** Opening Data to use block **

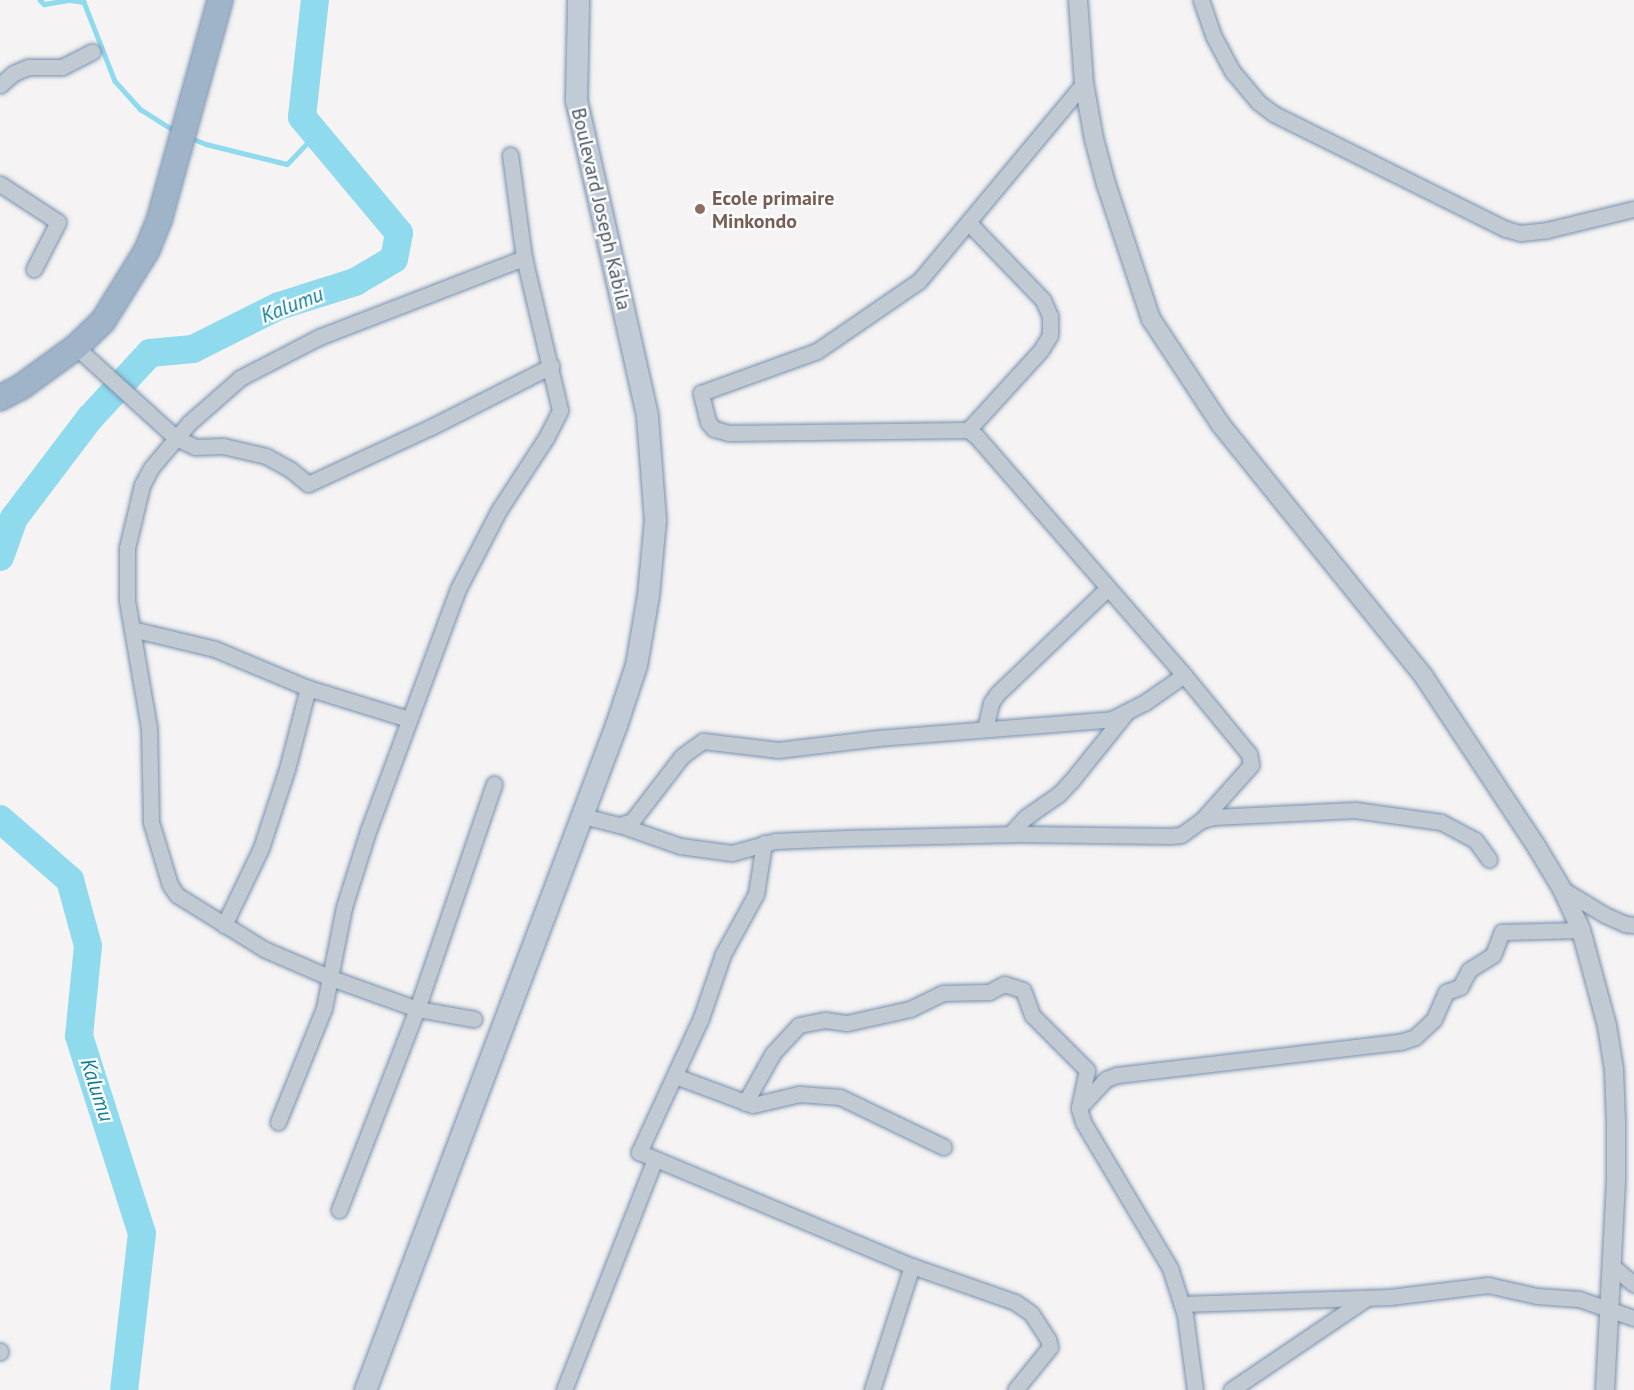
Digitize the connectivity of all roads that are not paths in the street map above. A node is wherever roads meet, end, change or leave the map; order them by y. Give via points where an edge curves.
1 (220, 0) edge
2 (578, 0) edge
3 (1078, 0) edge
4 (1201, 0) edge
5 (92, 52) dead end
6 (1084, 83) junction
7 (0, 85) edge
8 (510, 155) dead end
9 (0, 184) edge
10 (1634, 209) edge
11 (968, 222) junction
12 (524, 258) junction
13 (34, 269) dead end
14 (76, 347) junction
15 (551, 366) junction
16 (0, 398) edge
17 (968, 430) junction
18 (176, 438) junction
19 (1108, 588) junction
20 (132, 629) junction
21 (1185, 675) junction
22 (308, 688) junction
23 (1125, 714) junction
24 (408, 719) junction
25 (985, 729) junction
26 (494, 784) dead end
27 (583, 816) junction
28 (1202, 820) junction
29 (620, 825) junction
30 (1010, 834) junction
31 (764, 843) junction
32 (1489, 859) dead end
33 (1562, 889) junction
34 (1634, 925) edge
35 (224, 926) junction
36 (1581, 930) junction
37 (331, 978) junction
38 (417, 1009) junction
39 (474, 1019) dead end
40 (1087, 1070) junction
41 (675, 1076) junction
42 (1106, 1079) junction
43 (745, 1103) junction
44 (1079, 1108) junction
45 (278, 1122) dead end
46 (944, 1147) dead end
47 (655, 1159) junction
48 (339, 1210) dead end
49 (1611, 1265) junction
50 (912, 1266) junction
51 (1634, 1284) edge
52 (1367, 1298) junction
53 (1182, 1304) junction
54 (1609, 1307) junction
55 (1634, 1318) edge
56 (365, 1390) edge
57 (564, 1390) edge
58 (872, 1390) edge
59 (1015, 1390) edge
60 (1196, 1390) edge
61 (1231, 1390) edge
62 (1605, 1390) edge

1 - 14 highway via 160,217 147,250 103,321
2 - 27 main road, Boulevard Joseph Kabila via 576,99 647,415 655,520 636,665
3 - 6 street
4 - 10 street via 1214,37 1233,72 1258,102 1274,114 1506,229 1520,233 1547,230
5 - 7 street via 62,67 28,67
6 - 11 street
6 - 33 street via 1106,184 1144,301 1159,334 1221,424 1424,677 1488,769
8 - 12 street
9 - 13 street via 58,222
11 - 17 street via 1043,300 1048,307 1050,335
11 - 17 street via 919,281 831,344 701,393 708,422 714,429 729,433
12 - 15 street
12 - 18 street via 279,355 210,402
14 - 16 highway
14 - 18 street
15 - 18 street via 312,483 304,482 266,456 223,446 195,447
15 - 24 street via 560,410 469,564
17 - 19 street
18 - 20 street via 151,468 132,518 127,569
19 - 21 street
19 - 25 street via 997,694
20 - 22 street via 215,649
20 - 35 street via 149,728 151,822 170,885 177,895
21 - 23 street
21 - 28 street via 1251,759 1251,765
22 - 24 street
22 - 35 street via 261,848
23 - 25 street via 1112,719
23 - 30 street via 1058,795 1026,817
24 - 37 street via 344,907
25 - 29 street via 778,750 703,741 682,756 632,821
26 - 38 street
27 - 29 street
27 - 56 main road, Boulevard Joseph Kabila
28 - 30 street via 1181,835 1170,836
28 - 32 street via 1355,810 1441,822 1476,840
29 - 31 street via 680,846 732,854
30 - 31 street
31 - 41 street via 756,894 720,960 701,1018
33 - 34 street via 1605,915
33 - 36 street
35 - 37 street via 264,949
36 - 42 street via 1502,932 1489,959 1468,970 1460,987 1446,992 1426,1030 1400,1042 1224,1061
36 - 49 street via 1607,1026 1614,1069 1616,1181
37 - 38 street
37 - 45 street via 324,1008
38 - 39 street
38 - 48 street
40 - 42 street
40 - 43 street via 1032,1015 1023,990 1004,984 988,992 943,993 910,1009 847,1023 818,1021 799,1025 773,1053
40 - 44 street
41 - 43 street
41 - 47 street via 639,1152
42 - 44 street
43 - 46 street via 760,1105 799,1094 840,1097
44 - 53 street via 1083,1122 1164,1257
47 - 50 street
47 - 57 street
49 - 51 street
49 - 54 street
50 - 58 street
50 - 59 street via 1015,1302 1031,1313 1050,1347
52 - 53 street
52 - 54 street via 1488,1285
52 - 61 street
53 - 60 street
54 - 55 street
54 - 62 street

** Closing Data to use block **

# Exercise description:
Line by line, write out the entries exactly, and leave the pictures out.

# Task result:
Digitize the connectivity of all roads that are not paths in the street map above. A node is wherever roads meet, end, change or leave the map; order them by y. Give via points where an edge curves.
1 (220, 0) edge
2 (578, 0) edge
3 (1078, 0) edge
4 (1201, 0) edge
5 (92, 52) dead end
6 (1084, 83) junction
7 (0, 85) edge
8 (510, 155) dead end
9 (0, 184) edge
10 (1634, 209) edge
11 (968, 222) junction
12 (524, 258) junction
13 (34, 269) dead end
14 (76, 347) junction
15 (551, 366) junction
16 (0, 398) edge
17 (968, 430) junction
18 (176, 438) junction
19 (1108, 588) junction
20 (132, 629) junction
21 (1185, 675) junction
22 (308, 688) junction
23 (1125, 714) junction
24 (408, 719) junction
25 (985, 729) junction
26 (494, 784) dead end
27 (583, 816) junction
28 (1202, 820) junction
29 (620, 825) junction
30 (1010, 834) junction
31 (764, 843) junction
32 (1489, 859) dead end
33 (1562, 889) junction
34 (1634, 925) edge
35 (224, 926) junction
36 (1581, 930) junction
37 (331, 978) junction
38 (417, 1009) junction
39 (474, 1019) dead end
40 (1087, 1070) junction
41 (675, 1076) junction
42 (1106, 1079) junction
43 (745, 1103) junction
44 (1079, 1108) junction
45 (278, 1122) dead end
46 (944, 1147) dead end
47 (655, 1159) junction
48 (339, 1210) dead end
49 (1611, 1265) junction
50 (912, 1266) junction
51 (1634, 1284) edge
52 (1367, 1298) junction
53 (1182, 1304) junction
54 (1609, 1307) junction
55 (1634, 1318) edge
56 (365, 1390) edge
57 (564, 1390) edge
58 (872, 1390) edge
59 (1015, 1390) edge
60 (1196, 1390) edge
61 (1231, 1390) edge
62 (1605, 1390) edge

1 - 14 highway via 160,217 147,250 103,321
2 - 27 main road, Boulevard Joseph Kabila via 576,99 647,415 655,520 636,665
3 - 6 street
4 - 10 street via 1214,37 1233,72 1258,102 1274,114 1506,229 1520,233 1547,230
5 - 7 street via 62,67 28,67
6 - 11 street
6 - 33 street via 1106,184 1144,301 1159,334 1221,424 1424,677 1488,769
8 - 12 street
9 - 13 street via 58,222
11 - 17 street via 1043,300 1048,307 1050,335
11 - 17 street via 919,281 831,344 701,393 708,422 714,429 729,433
12 - 15 street
12 - 18 street via 279,355 210,402
14 - 16 highway
14 - 18 street
15 - 18 street via 312,483 304,482 266,456 223,446 195,447
15 - 24 street via 560,410 469,564
17 - 19 street
18 - 20 street via 151,468 132,518 127,569
19 - 21 street
19 - 25 street via 997,694
20 - 22 street via 215,649
20 - 35 street via 149,728 151,822 170,885 177,895
21 - 23 street
21 - 28 street via 1251,759 1251,765
22 - 24 street
22 - 35 street via 261,848
23 - 25 street via 1112,719
23 - 30 street via 1058,795 1026,817
24 - 37 street via 344,907
25 - 29 street via 778,750 703,741 682,756 632,821
26 - 38 street
27 - 29 street
27 - 56 main road, Boulevard Joseph Kabila
28 - 30 street via 1181,835 1170,836
28 - 32 street via 1355,810 1441,822 1476,840
29 - 31 street via 680,846 732,854
30 - 31 street
31 - 41 street via 756,894 720,960 701,1018
33 - 34 street via 1605,915
33 - 36 street
35 - 37 street via 264,949
36 - 42 street via 1502,932 1489,959 1468,970 1460,987 1446,992 1426,1030 1400,1042 1224,1061
36 - 49 street via 1607,1026 1614,1069 1616,1181
37 - 38 street
37 - 45 street via 324,1008
38 - 39 street
38 - 48 street
40 - 42 street
40 - 43 street via 1032,1015 1023,990 1004,984 988,992 943,993 910,1009 847,1023 818,1021 799,1025 773,1053
40 - 44 street
41 - 43 street
41 - 47 street via 639,1152
42 - 44 street
43 - 46 street via 760,1105 799,1094 840,1097
44 - 53 street via 1083,1122 1164,1257
47 - 50 street
47 - 57 street
49 - 51 street
49 - 54 street
50 - 58 street
50 - 59 street via 1015,1302 1031,1313 1050,1347
52 - 53 street
52 - 54 street via 1488,1285
52 - 61 street
53 - 60 street
54 - 55 street
54 - 62 street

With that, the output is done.